Review the policy code and description.

Import

Click Import to create a new policy from the template. Customize name, severity, and category.

CategoryTemplates
AWS SecurityS3 encryption, no public access, security group rules
AWS CostInstance limits, GP3 volumes, reserved instances
GCP SecurityStorage encryption, firewall rules
Azure SecurityStorage account encryption, NSG rules
KubernetesSecurity contexts, resource limits, image policies
TaggingRequired tags, naming conventions

Policy Groups

Organize policies into groups and attach groups to projects for bulk management.

Go to Policy Groups Tab

Select the Policy Groups tab on the Policies page.

Create Group

Click Create Group. Provide a name, description, and group type (iac, configurations, or kubernetes).

Add Policies

Select policies to include in the group.

Map to Projects

Attach the group to one or more projects.
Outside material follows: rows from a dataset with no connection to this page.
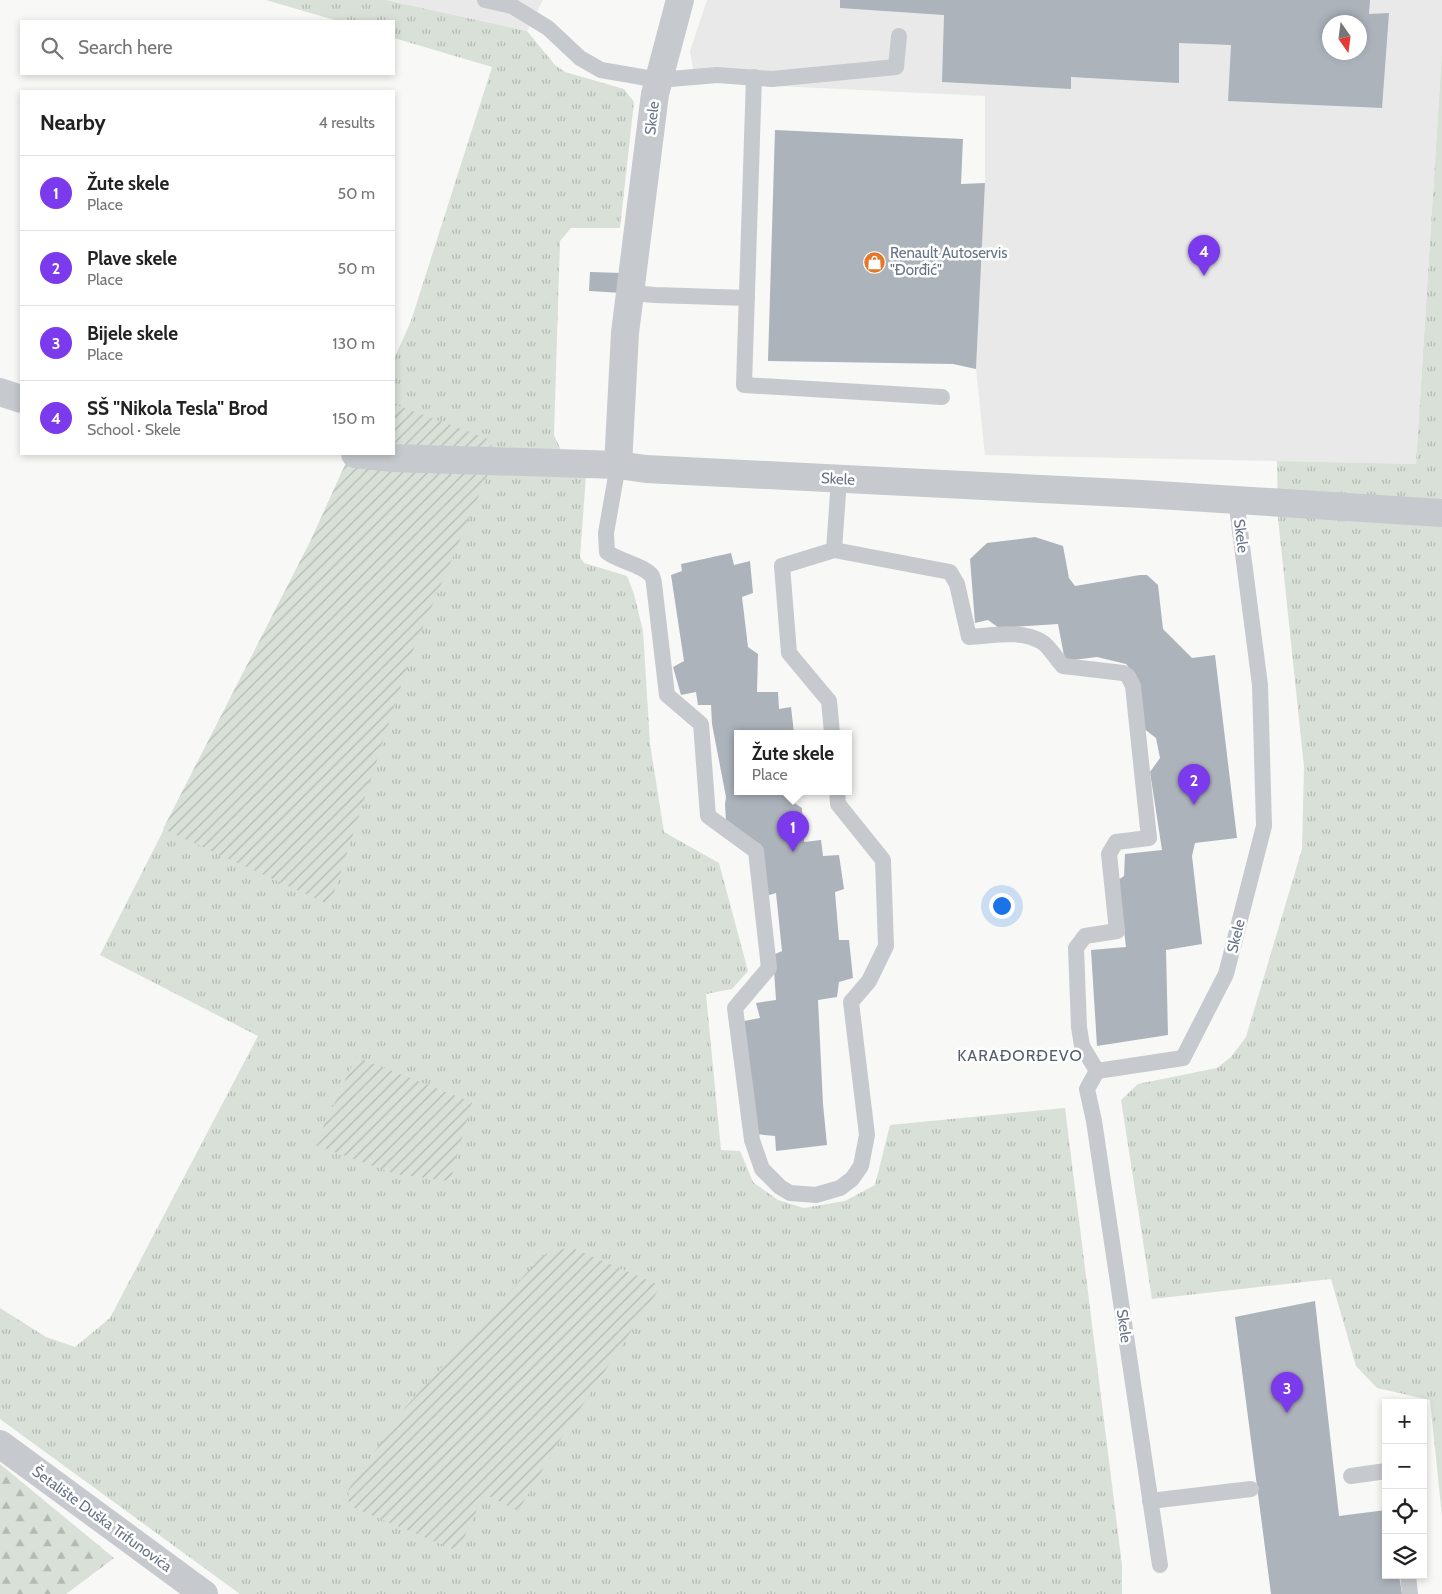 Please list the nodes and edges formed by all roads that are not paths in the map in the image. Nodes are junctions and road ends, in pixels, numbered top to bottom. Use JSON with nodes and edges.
{"nodes":[{"id":1,"x":485,"y":0,"type":"edge"},
{"id":2,"x":680,"y":0,"type":"edge"},
{"id":3,"x":899,"y":36,"type":"dead end"},
{"id":4,"x":754,"y":78,"type":"junction"},
{"id":5,"x":659,"y":80,"type":"junction"},
{"id":6,"x":630,"y":293,"type":"junction"},
{"id":7,"x":747,"y":298,"type":"junction"},
{"id":8,"x":0,"y":392,"type":"edge"},
{"id":9,"x":942,"y":397,"type":"dead end"},
{"id":10,"x":20,"y":399,"type":"edge"},
{"id":11,"x":364,"y":455,"type":"edge"},
{"id":12,"x":618,"y":465,"type":"junction"},
{"id":13,"x":839,"y":479,"type":"junction"},
{"id":14,"x":1236,"y":500,"type":"junction"},
{"id":15,"x":1442,"y":513,"type":"edge"},
{"id":16,"x":834,"y":550,"type":"junction"},
{"id":17,"x":832,"y":730,"type":"edge"},
{"id":18,"x":837,"y":795,"type":"edge"},
{"id":19,"x":1097,"y":1072,"type":"junction"},
{"id":20,"x":0,"y":1444,"type":"edge"},
{"id":21,"x":1382,"y":1472,"type":"edge"},
{"id":22,"x":1352,"y":1476,"type":"dead end"},
{"id":23,"x":1251,"y":1489,"type":"dead end"},
{"id":24,"x":1150,"y":1502,"type":"junction"},
{"id":25,"x":1160,"y":1565,"type":"dead end"},
{"id":26,"x":1408,"y":1579,"type":"edge"},
{"id":27,"x":204,"y":1594,"type":"edge"},
{"id":28,"x":1410,"y":1594,"type":"edge"}],
"edges":[{"from":1,"to":5,"type":"lane"},
{"from":2,"to":5,"type":"street","name":"Skele"},
{"from":3,"to":4,"type":"lane"},
{"from":4,"to":5,"type":"lane"},
{"from":4,"to":7,"type":"lane"},
{"from":5,"to":6,"type":"street","name":"Skele"},
{"from":6,"to":7,"type":"lane"},
{"from":6,"to":12,"type":"street","name":"Skele"},
{"from":7,"to":9,"type":"lane"},
{"from":8,"to":10,"type":"street"},
{"from":11,"to":12,"type":"street"},
{"from":12,"to":13,"type":"street","name":"Skele"},
{"from":12,"to":18,"type":"lane"},
{"from":13,"to":14,"type":"street","name":"Skele"},
{"from":13,"to":16,"type":"lane"},
{"from":14,"to":15,"type":"street"},
{"from":14,"to":19,"type":"lane","name":"Skele"},
{"from":16,"to":17,"type":"lane"},
{"from":16,"to":19,"type":"lane"},
{"from":19,"to":24,"type":"lane","name":"Skele"},
{"from":20,"to":27,"type":"street","name":"Šetalište Duška Trifunovića"},
{"from":21,"to":22,"type":"lane"},
{"from":23,"to":24,"type":"lane"},
{"from":24,"to":25,"type":"lane","name":"Skele"},
{"from":26,"to":28,"type":"lane"}]} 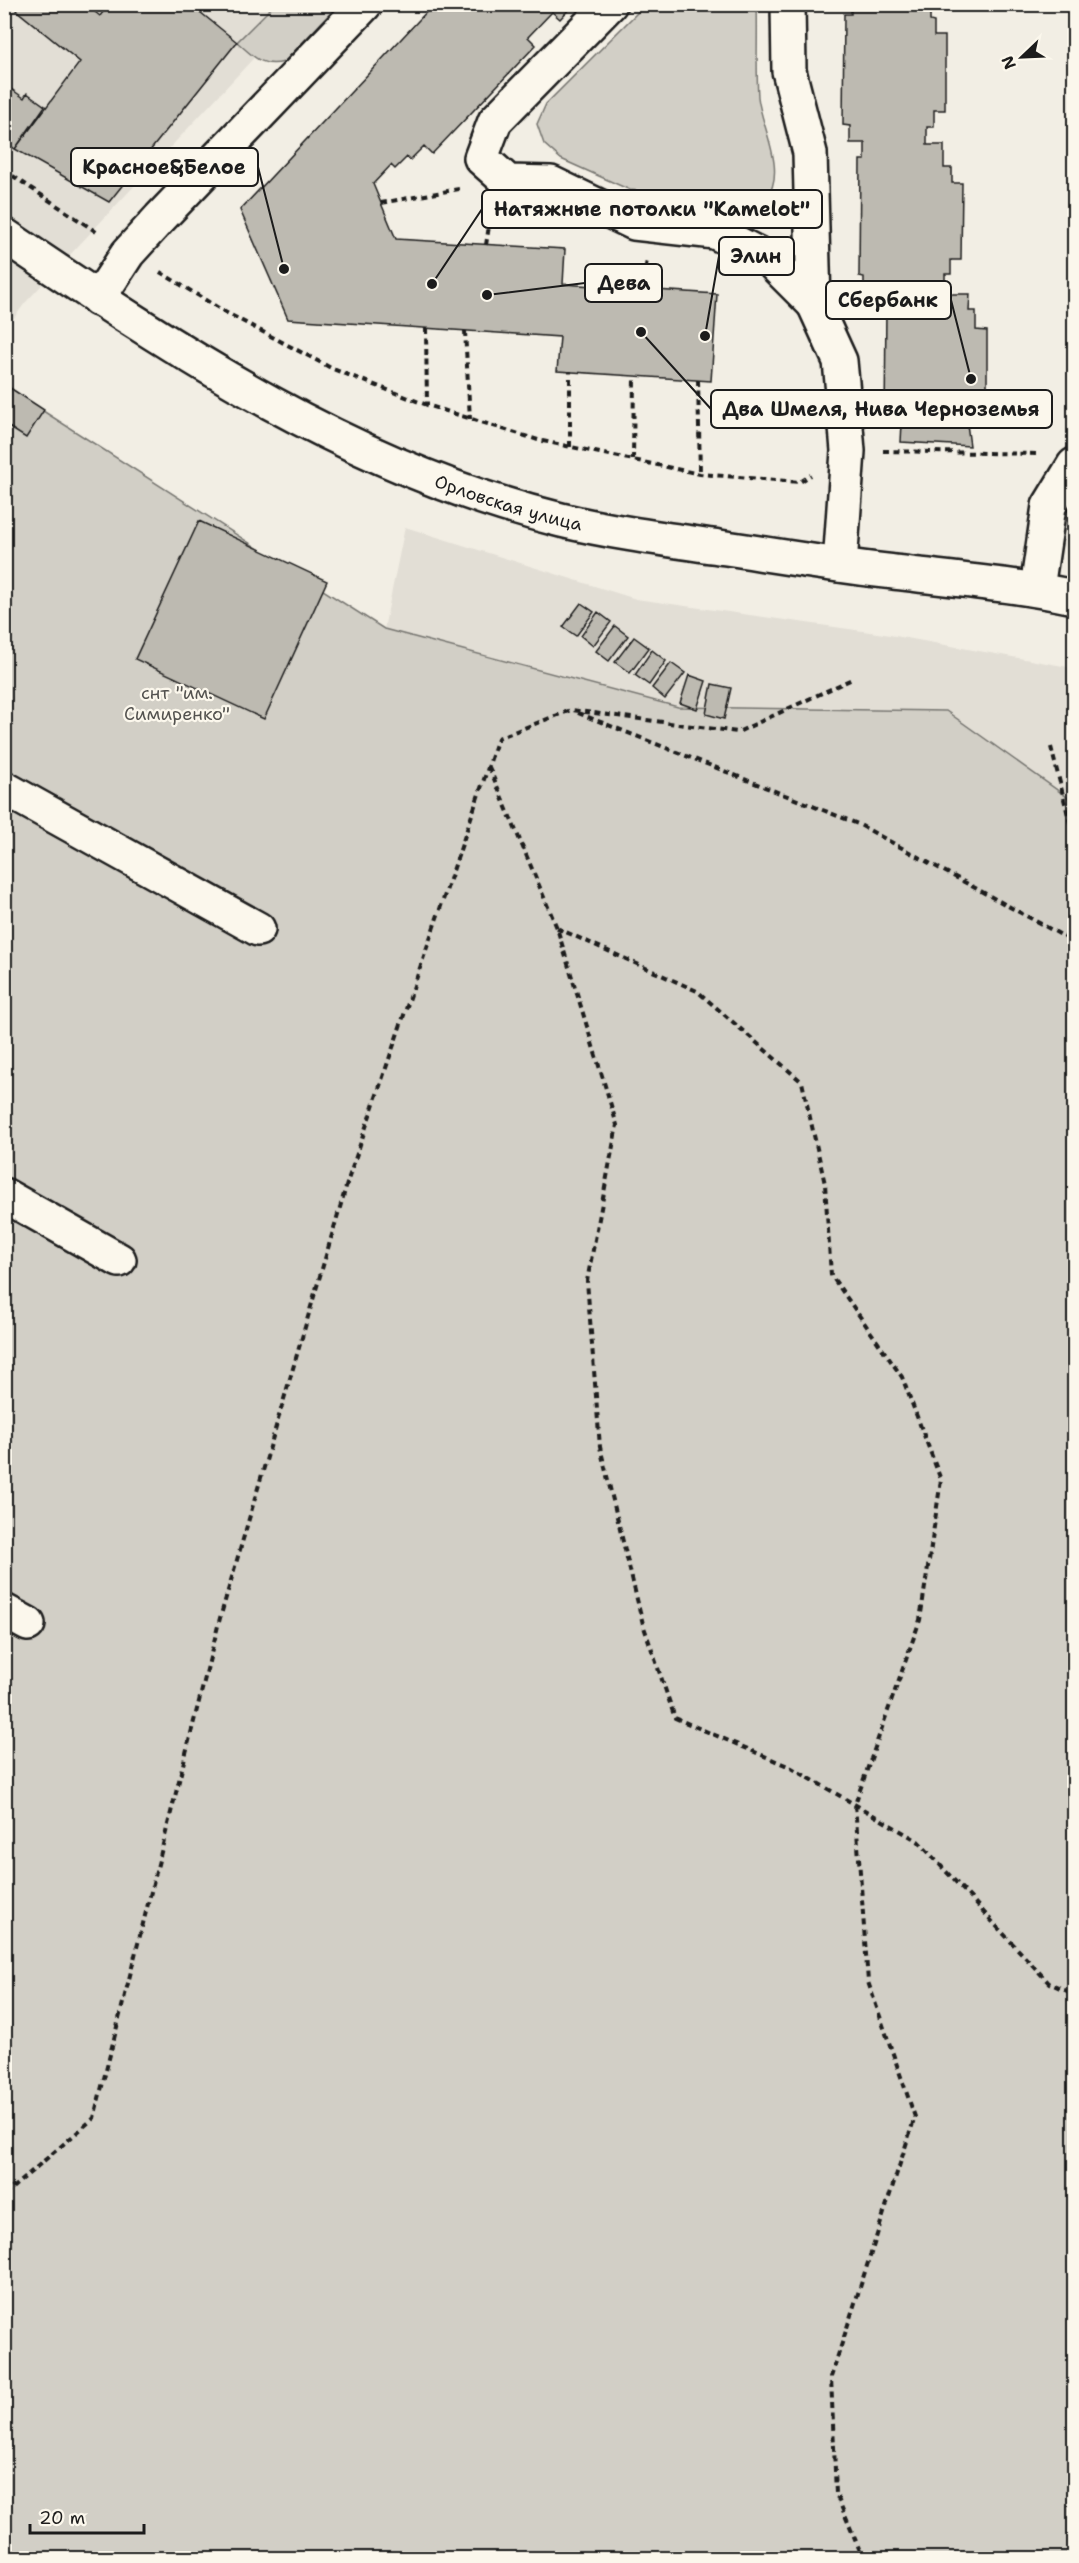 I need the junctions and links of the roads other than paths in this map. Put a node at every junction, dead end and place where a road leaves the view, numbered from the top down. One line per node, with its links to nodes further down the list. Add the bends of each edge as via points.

All policies in the group apply to every mapped project.

FieldDescription
NameGroup name
Typeiac, configurations, or kubernetes
EnabledToggle all policies in the group
PoliciesCount of included policies
ProjectsCount of mapped projects

Mapping Policies to Projects

Policies can be assigned to projects in two ways:

MethodUse When
Direct mappingA policy applies to specific projects only
Policy groupA set of policies applies to many projects

Each mapping supports an optional severity override so you can apply a policy at a different severity than its default for a specific project.

Effective Policies

A project's effective policies are the combination of directly mapped policies and policies inherited from its policy groups. View the effective list at Policies → Effective → [Project].